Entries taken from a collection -
☆ ☆ ☆

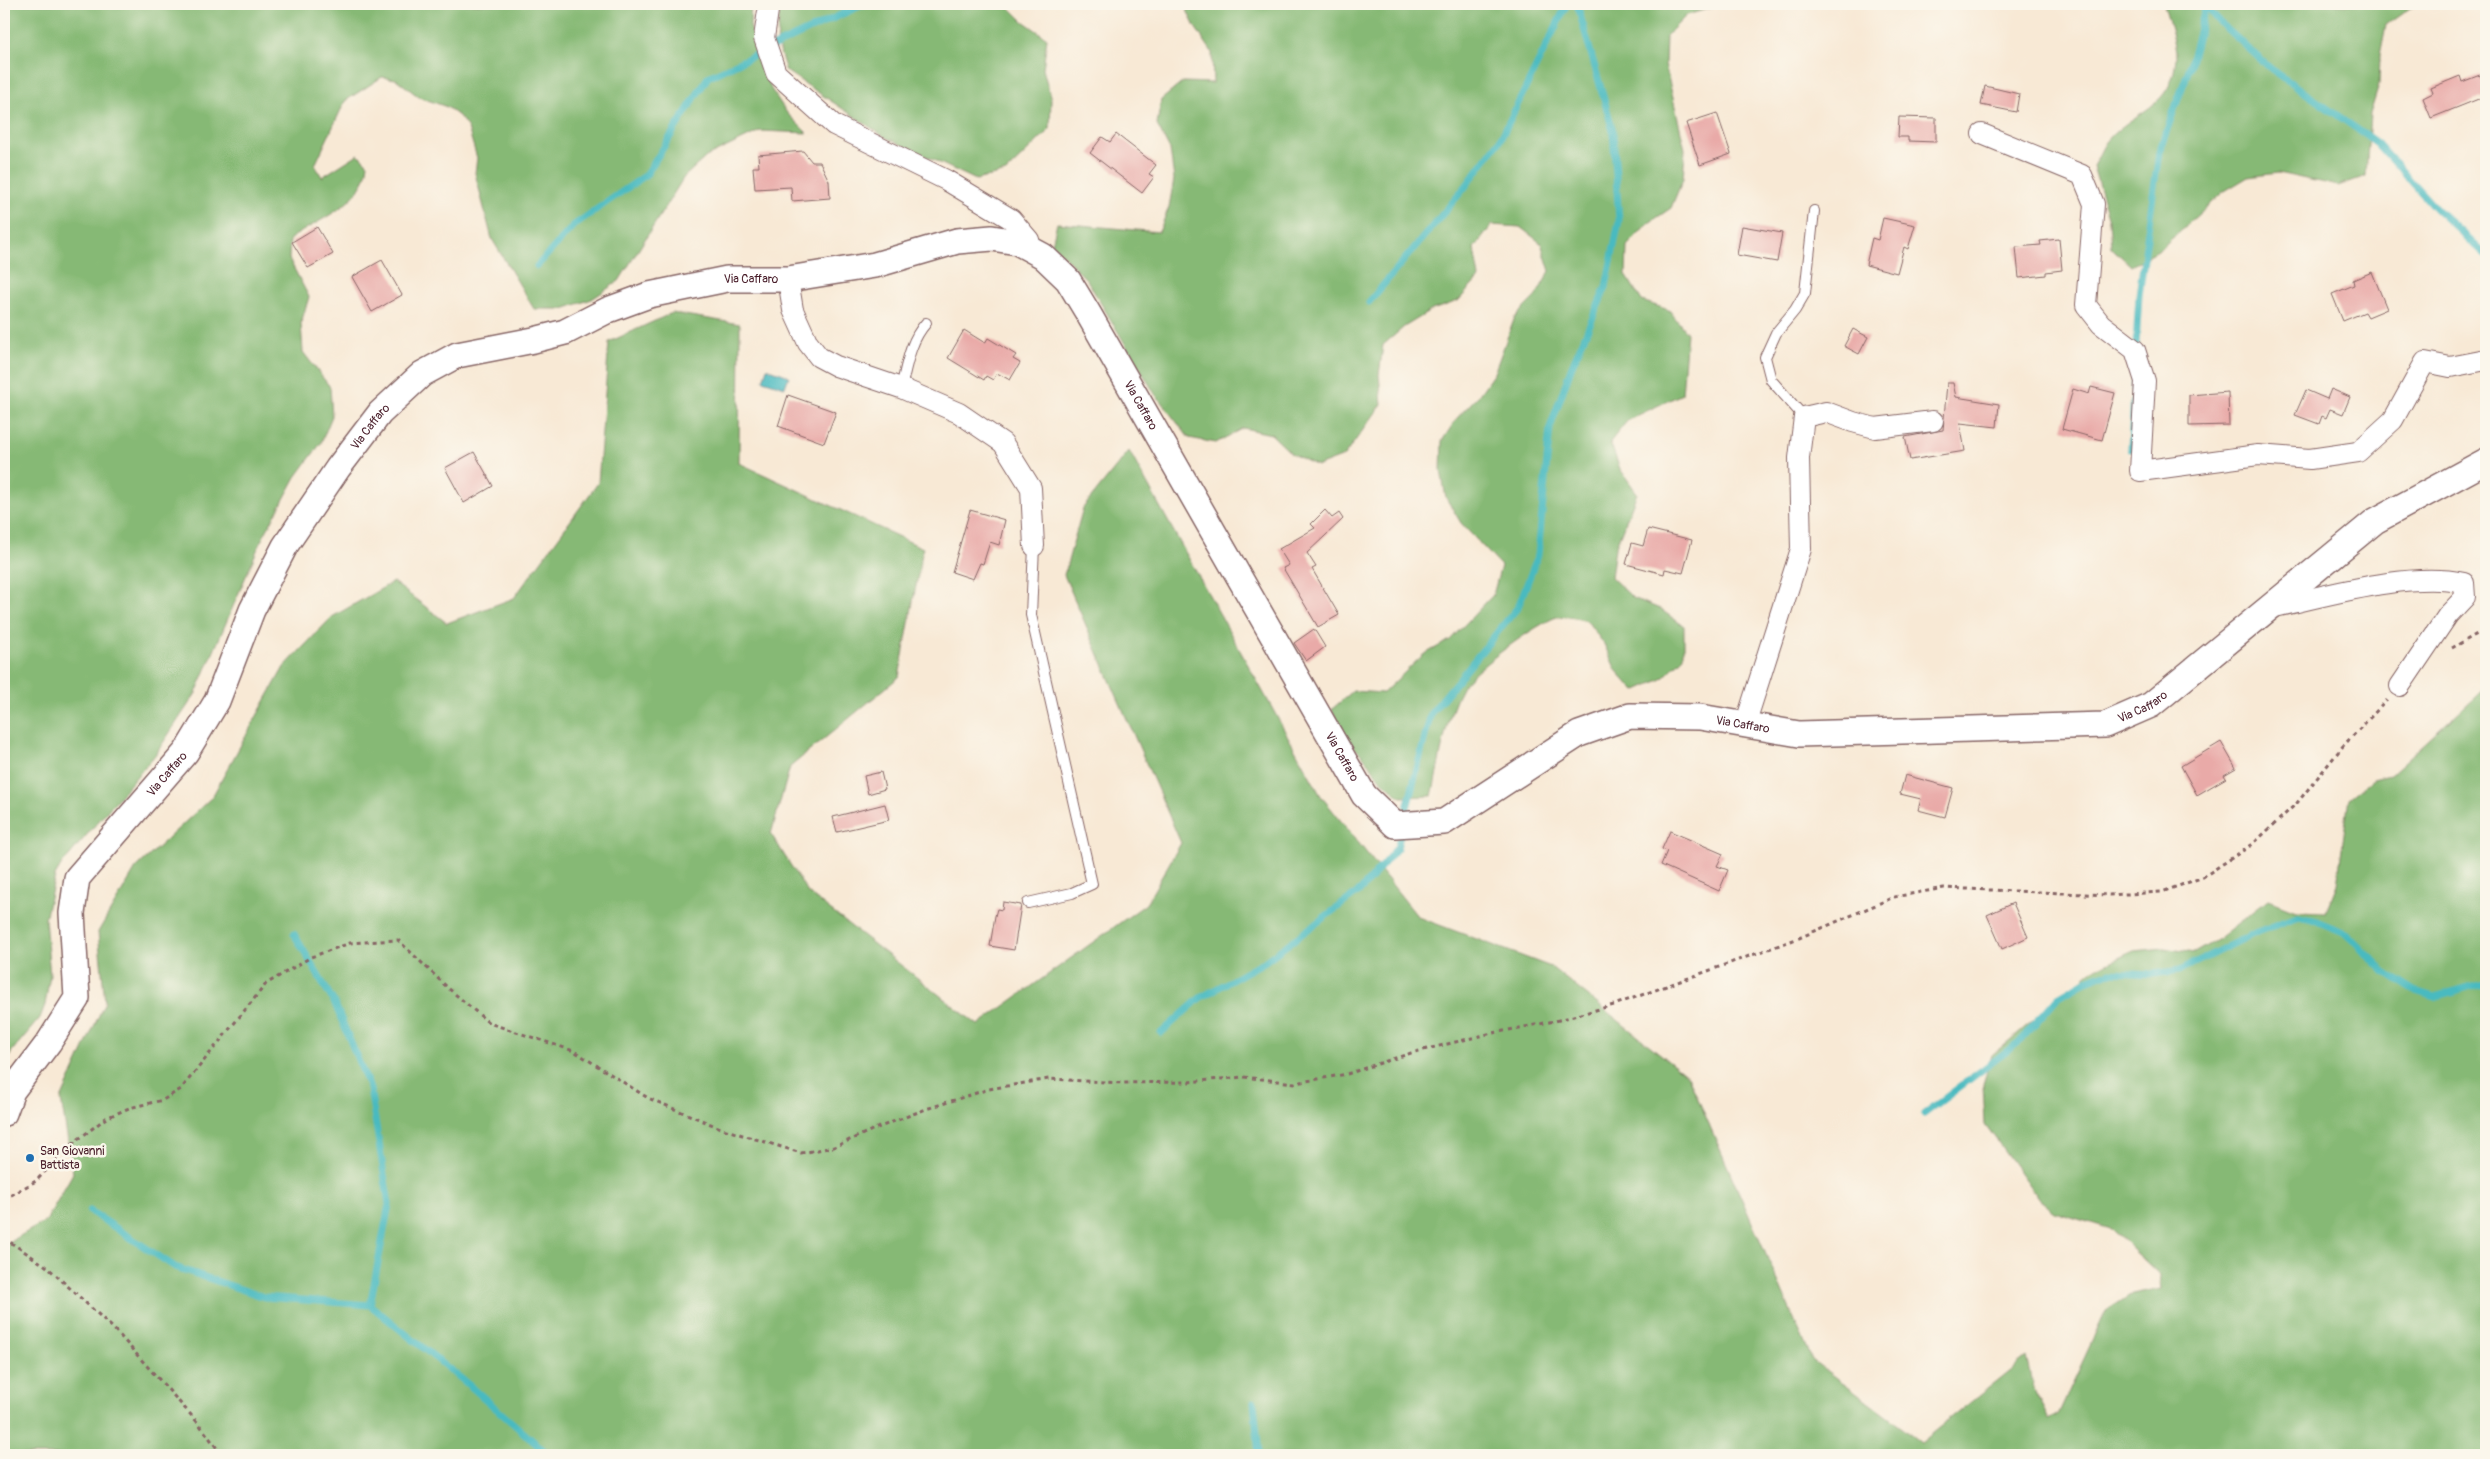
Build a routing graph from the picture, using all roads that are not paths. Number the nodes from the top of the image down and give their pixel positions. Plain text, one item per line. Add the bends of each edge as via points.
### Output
1 (769, 4) edge
2 (1982, 134) dead end
3 (1814, 212) dead end
4 (1032, 252) junction
5 (788, 279) junction
6 (926, 322) dead end
7 (2486, 360) edge
8 (901, 388) junction
9 (1804, 417) junction
10 (1933, 421) dead end
11 (2486, 461) edge
12 (1034, 546) joint
13 (2270, 608) junction
14 (2400, 686) road end
15 (1745, 725) junction
16 (1028, 903) dead end
17 (4, 1113) edge

1 - 4 street via 764,38 776,73 834,125 946,180 1011,219 1029,240
2 - 7 street via 2082,175 2094,204 2086,305 2101,324 2135,350 2145,381 2140,471 2258,455 2310,459 2358,452 2393,420 2424,362 2450,367
3 - 9 lane via 1805,293 1796,310 1776,333 1764,357 1771,380
4 - 5 street, Via Caffaro via 1016,242 992,238 957,241 875,265
4 - 15 street, Via Caffaro via 1043,256 1068,280 1364,795 1395,825 1444,822 1579,734 1630,716 1700,717
5 - 8 street via 793,310 808,343 819,357
5 - 17 street, Via Caffaro via 727,279 650,295 608,310 565,332 457,356 422,374 380,413 285,546 252,610 217,701 186,752 77,878 72,912 77,998 12,1091
6 - 8 lane via 911,346
8 - 12 street via 959,412 1003,443 1031,488
9 - 10 street via 1826,412 1875,428
9 - 15 street via 1799,458 1801,549
11 - 13 street, Via Caffaro via 2375,521
12 - 16 lane via 1031,615 1092,884 1072,893
13 - 14 street via 2377,585 2444,579 2464,584 2465,598 2448,615
13 - 15 street, Via Caffaro via 2151,705 2105,725 1799,734

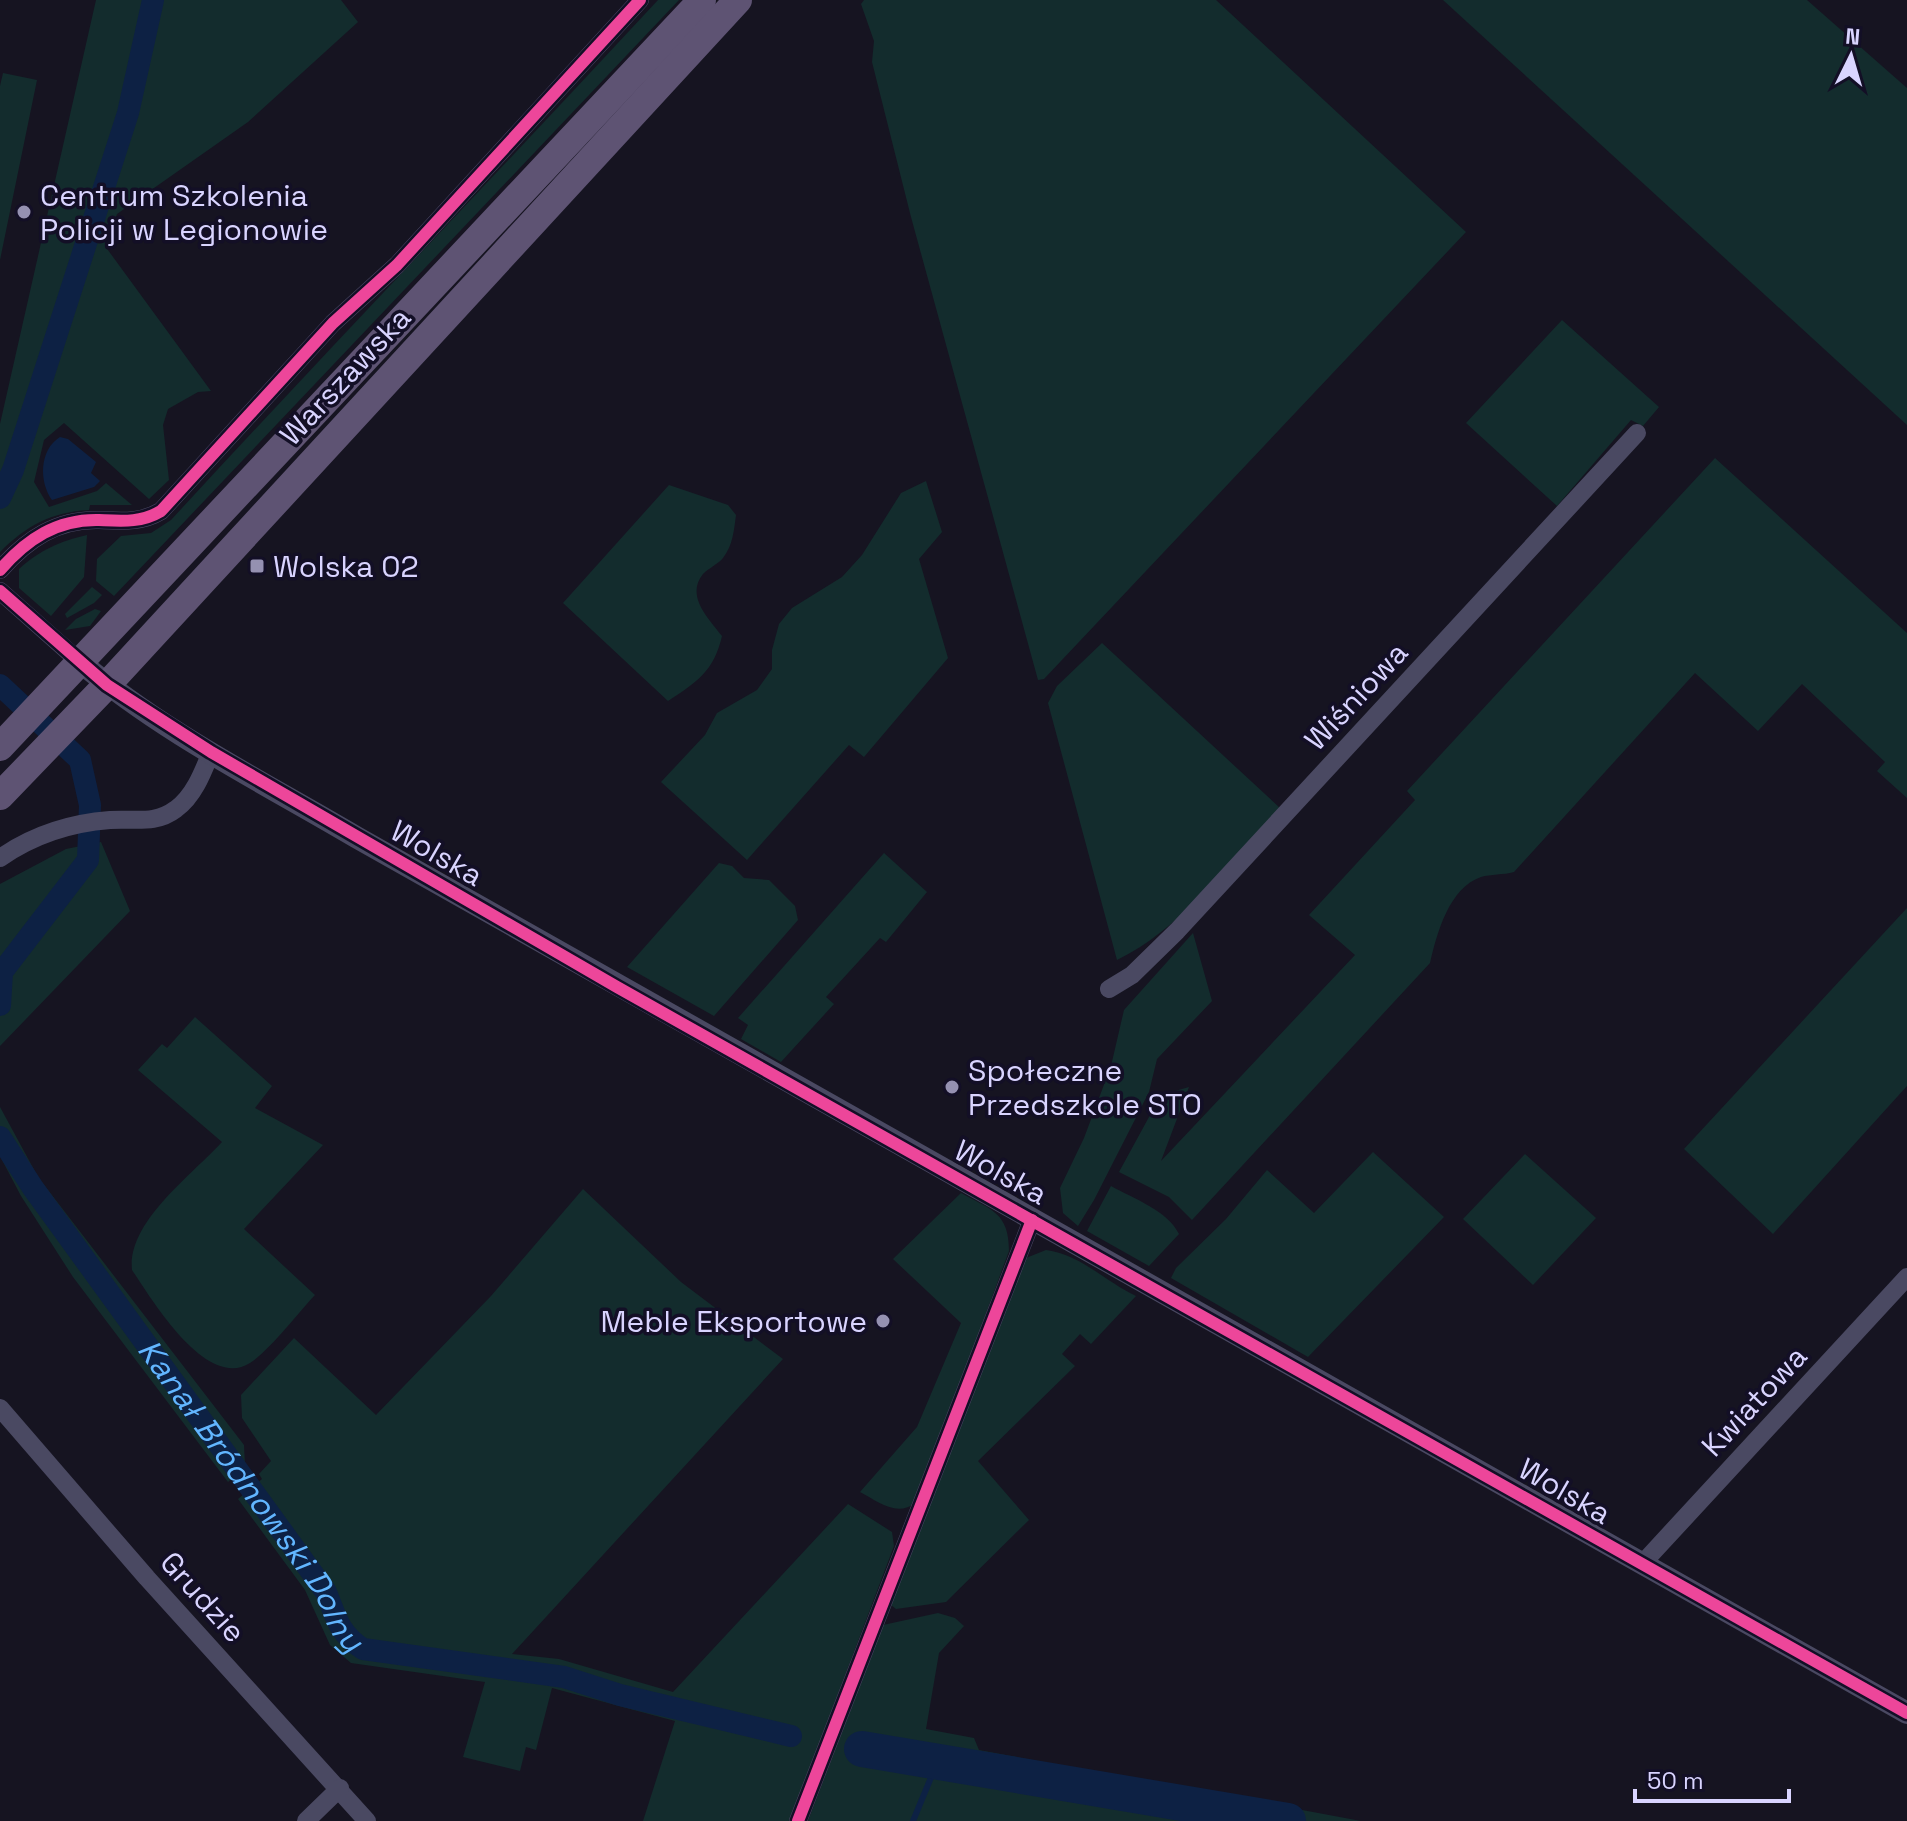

☆ ☆ ☆

Work request - The lines to return are those in the entries above that hold "street".

Reply -
1 - 4 street via 764,38 776,73 834,125 946,180 1011,219 1029,240
2 - 7 street via 2082,175 2094,204 2086,305 2101,324 2135,350 2145,381 2140,471 2258,455 2310,459 2358,452 2393,420 2424,362 2450,367
4 - 5 street, Via Caffaro via 1016,242 992,238 957,241 875,265
4 - 15 street, Via Caffaro via 1043,256 1068,280 1364,795 1395,825 1444,822 1579,734 1630,716 1700,717
5 - 8 street via 793,310 808,343 819,357
5 - 17 street, Via Caffaro via 727,279 650,295 608,310 565,332 457,356 422,374 380,413 285,546 252,610 217,701 186,752 77,878 72,912 77,998 12,1091
8 - 12 street via 959,412 1003,443 1031,488
9 - 10 street via 1826,412 1875,428
9 - 15 street via 1799,458 1801,549
11 - 13 street, Via Caffaro via 2375,521
13 - 14 street via 2377,585 2444,579 2464,584 2465,598 2448,615
13 - 15 street, Via Caffaro via 2151,705 2105,725 1799,734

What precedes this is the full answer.